If the husband is a high wage earner in a high-income state like New
York, he might otherwise be affected by the alternative minimum tax, and
this may severely restrict the tax benefits he receives from his spousal
support payments. Depending on the amount of spousal support, and the
income of the recipient spouse, it is possible that she might also be
affected by the alternative minimum tax.
The amount of spousal support, and how periodic payments should be allocated
between spousal support, child support and a distributive award, should
be related to needs, paying abilities, tax consequences and potential
financial risks. It will vary with different settlement scenarios and
therefore needs to be calculated each time a specific scenario is being
considered. The duration of spousal support should be determined by the
time needed to rehabilitate the recipient as well as the agreed-upon parenting
plan. It should not be calculated using a formula such as one based on
length of the marriage or the respective gross incomes of the parties.

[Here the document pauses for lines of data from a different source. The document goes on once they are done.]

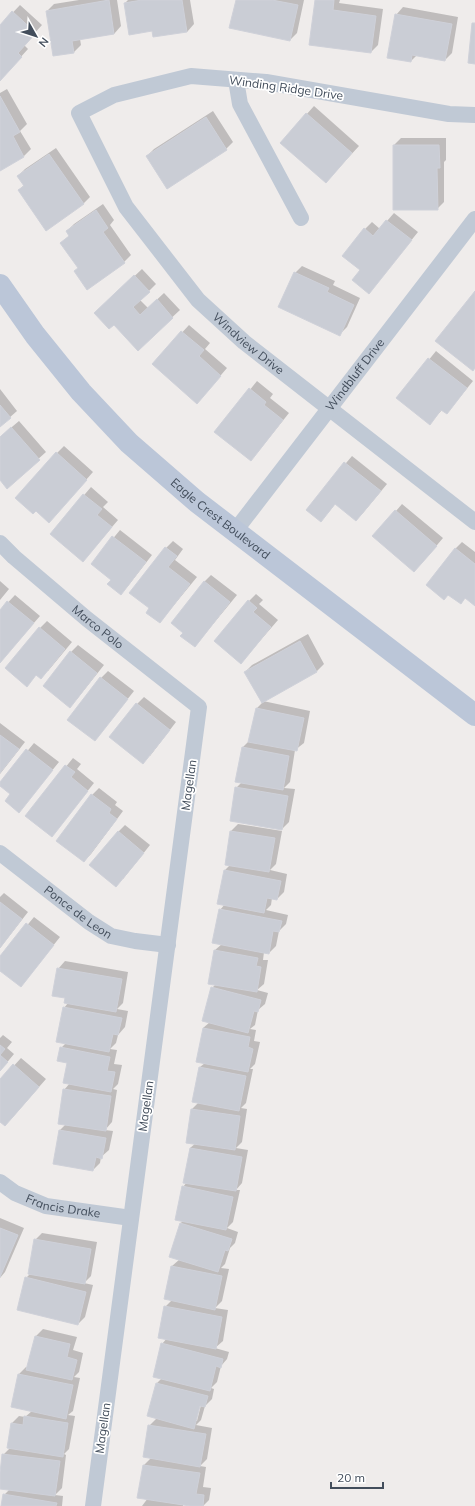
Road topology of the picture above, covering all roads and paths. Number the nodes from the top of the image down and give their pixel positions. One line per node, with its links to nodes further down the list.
1 (236, 80): 2 (street, Winding Ridge Drive); 3 (street, Winding Ridge Drive); 4 (street)
2 (79, 113): 7 (street, Windview Drive)
3 (475, 115)
4 (301, 218)
5 (475, 219): 7 (street, Windbluff Drive)
6 (0, 286): 9 (main road, Eagle Crest Boulevard)
7 (330, 409): 8 (street, Windview Drive); 9 (street, Windbluff Drive)
8 (475, 522)
9 (235, 531): 12 (main road, Eagle Crest Boulevard)
10 (0, 543): 11 (street, Marco Polo)
11 (199, 707): 14 (street, Magellan)
12 (475, 715)
13 (0, 853): 14 (street, Ponce de Leon)
14 (168, 945): 16 (street, Magellan)
15 (0, 1182): 16 (street, Francis Drake)
16 (131, 1218): 17 (street, Magellan)
17 (93, 1506)

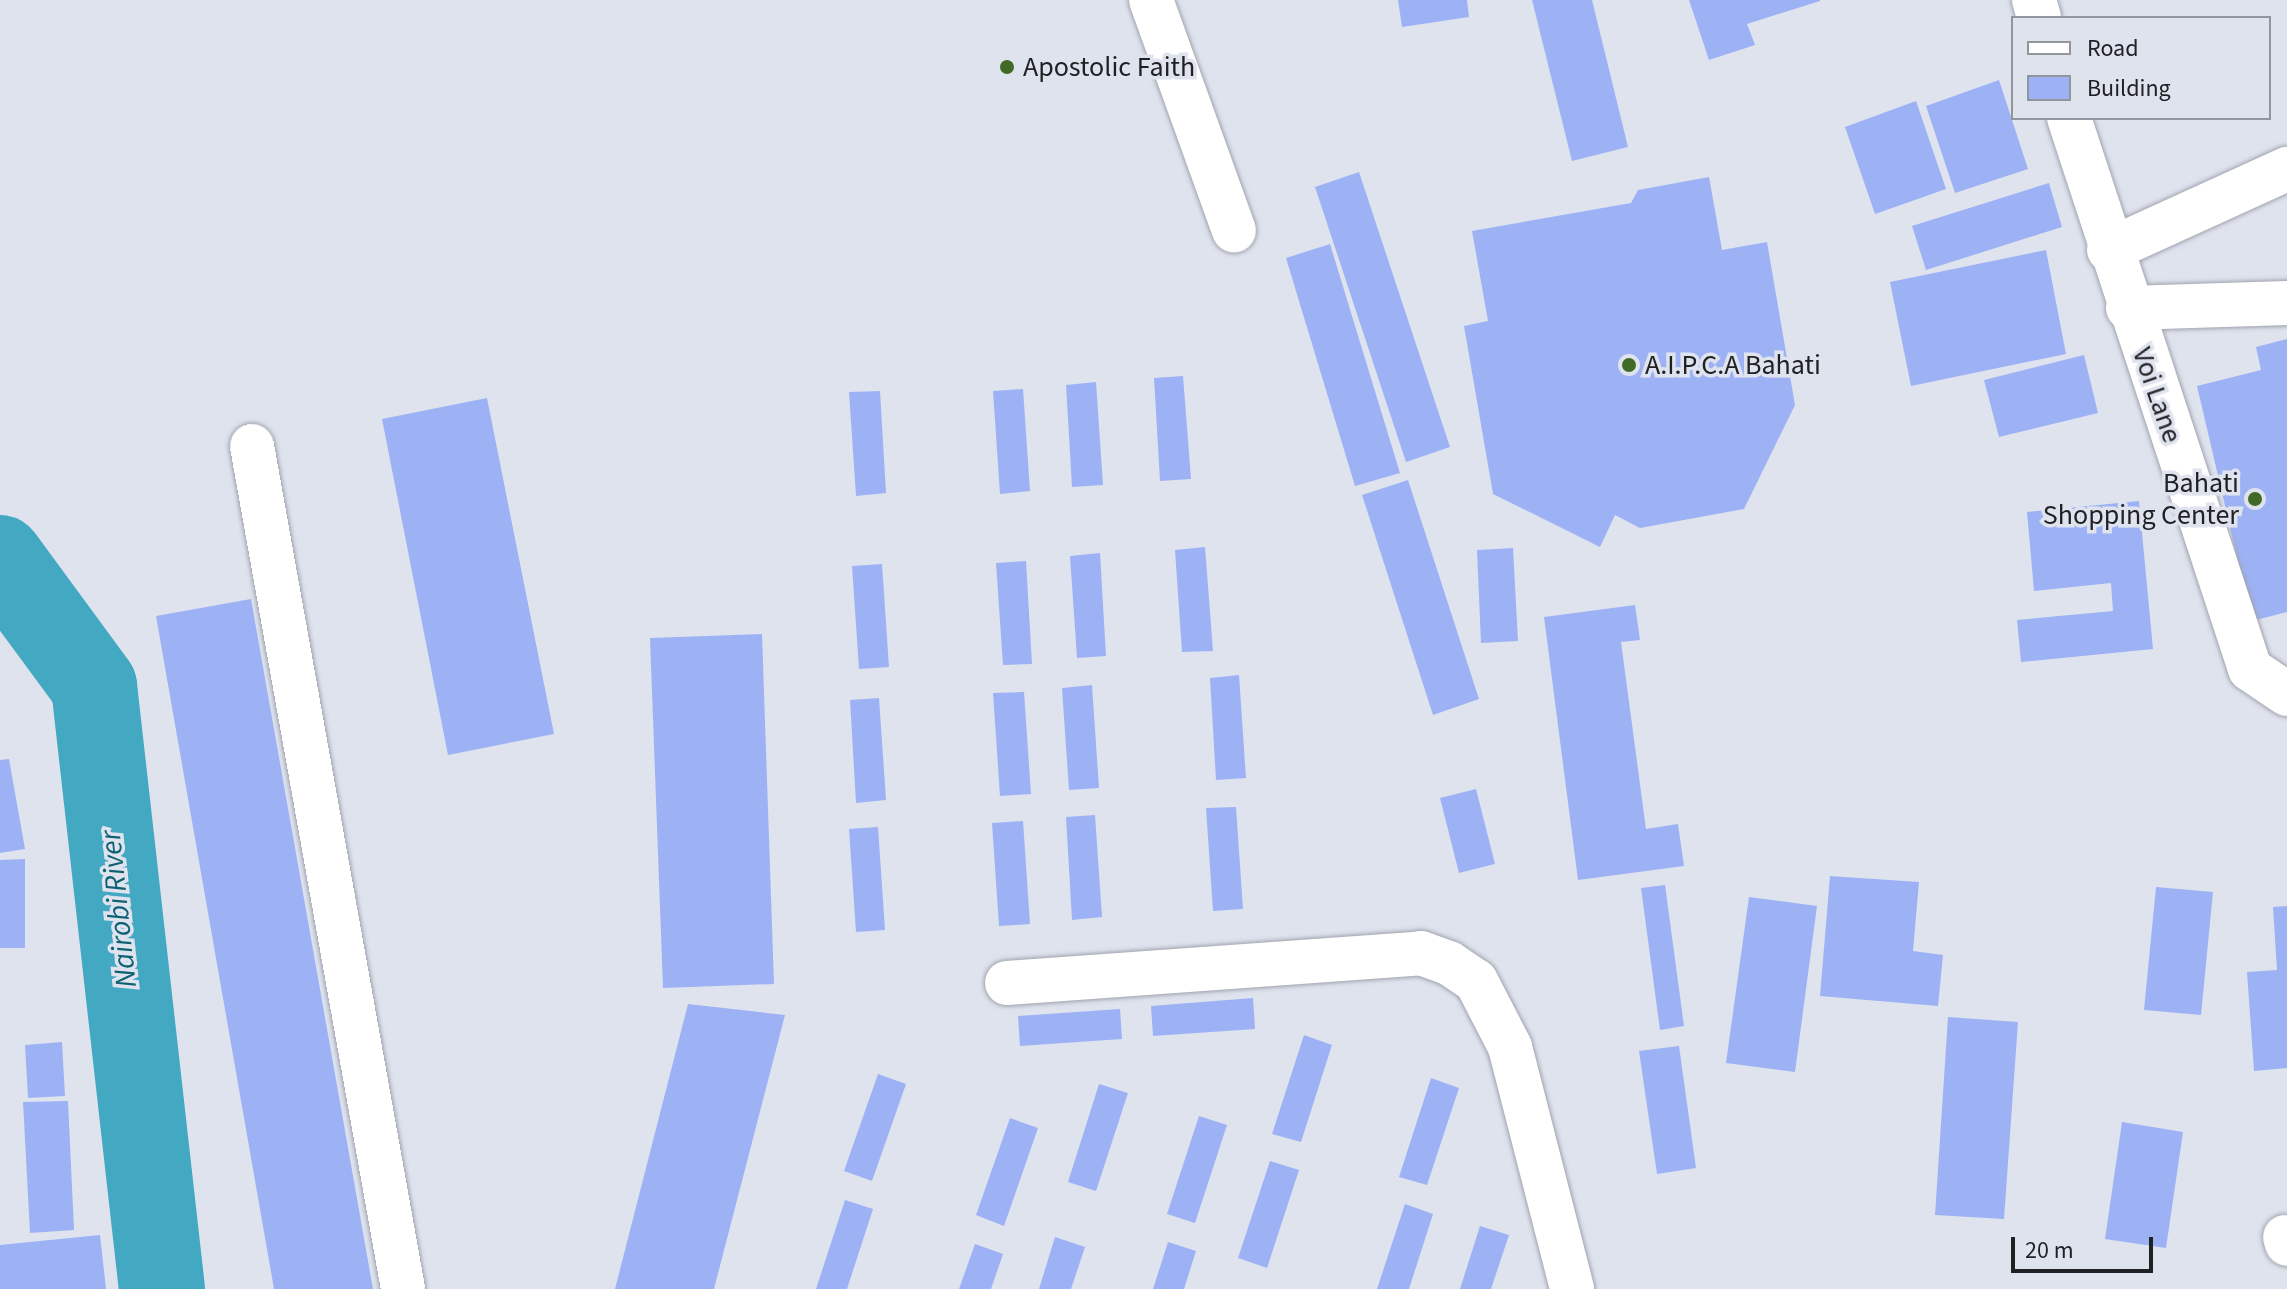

ANALYSIS OF ALTERNATIVE SETTLEMENT SCENARIOS
Once the financial parameters are completely understood — and only
then — should the parties begin the negotiation process. The two
most important factors in this process are the workability of the settlements
and the short- and long-term goals of the parties. Assistance with these
issues is probably the most important role of the financial planner in
the pre-divorce process.
• Help the parties translate their goals into workable solutions;
• Determine which proposals are workable or what actions might need
to be taken to make them workable;
• Educate the parties about the longterm consequences of specific
proposals. This helps the parties feel more secure about the process and
more comfortable about reaching an agreement. For example, they should
fully understand whether they will have sufficient assets or income to
manage their finances, whether they will be able to afford support payments
or whether they will be able financially to survive or prosper over time;
• Suggest alternative scenarios to the parties when necessary.